■ Brief:
Scan the records below for the line containing "ring dip: (246, 227)" and the line containing "pinky tip: (257, 268)". Copy both, plus every line between, exactly.

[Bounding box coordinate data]

◇ ◇ ◇ ◇

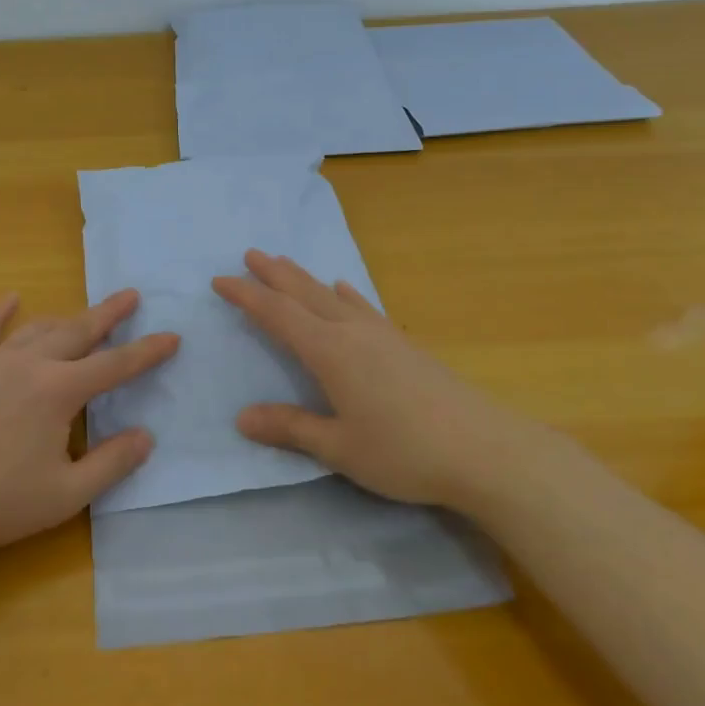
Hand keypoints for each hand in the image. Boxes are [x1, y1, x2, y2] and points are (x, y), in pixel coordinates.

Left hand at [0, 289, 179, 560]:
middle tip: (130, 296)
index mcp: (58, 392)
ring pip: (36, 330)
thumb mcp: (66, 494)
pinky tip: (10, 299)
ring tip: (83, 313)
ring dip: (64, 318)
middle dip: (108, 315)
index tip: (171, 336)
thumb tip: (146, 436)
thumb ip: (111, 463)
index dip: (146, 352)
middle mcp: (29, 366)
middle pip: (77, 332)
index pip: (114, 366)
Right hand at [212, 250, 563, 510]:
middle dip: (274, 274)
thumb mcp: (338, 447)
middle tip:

◇ ◇ ◇ ◇

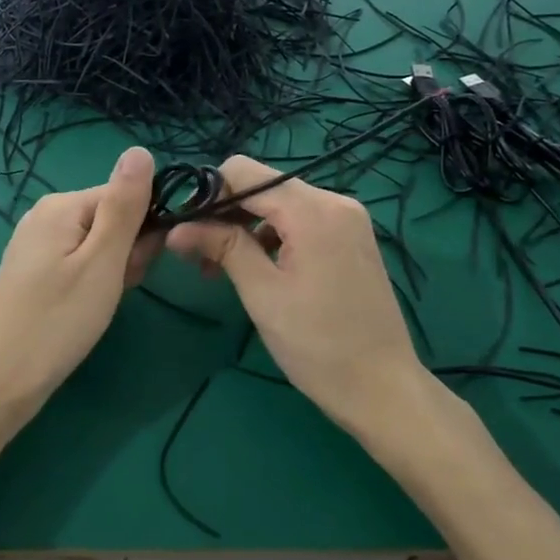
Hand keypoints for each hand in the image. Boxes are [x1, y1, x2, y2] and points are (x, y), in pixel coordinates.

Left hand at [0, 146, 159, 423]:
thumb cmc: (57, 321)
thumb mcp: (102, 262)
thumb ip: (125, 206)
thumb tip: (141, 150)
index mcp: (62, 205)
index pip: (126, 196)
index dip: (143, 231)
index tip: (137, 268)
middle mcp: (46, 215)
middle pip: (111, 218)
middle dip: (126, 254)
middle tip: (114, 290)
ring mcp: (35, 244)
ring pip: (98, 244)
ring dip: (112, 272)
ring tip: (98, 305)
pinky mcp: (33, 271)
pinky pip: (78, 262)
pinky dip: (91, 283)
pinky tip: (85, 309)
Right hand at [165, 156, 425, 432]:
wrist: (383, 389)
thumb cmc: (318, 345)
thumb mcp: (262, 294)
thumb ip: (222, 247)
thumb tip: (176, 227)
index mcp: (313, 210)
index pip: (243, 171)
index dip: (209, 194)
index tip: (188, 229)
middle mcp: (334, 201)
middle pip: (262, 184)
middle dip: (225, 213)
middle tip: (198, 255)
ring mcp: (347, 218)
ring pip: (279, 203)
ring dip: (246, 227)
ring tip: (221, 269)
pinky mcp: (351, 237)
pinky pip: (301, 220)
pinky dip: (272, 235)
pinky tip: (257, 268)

◇ ◇ ◇ ◇

■ Solution for this exercise:
ring dip: (246, 227)
ring tip: (221, 269)
pinky mcp: (351, 237)
pinky pip: (301, 220)
pinky dip: (272, 235)
pinky tip: (257, 268)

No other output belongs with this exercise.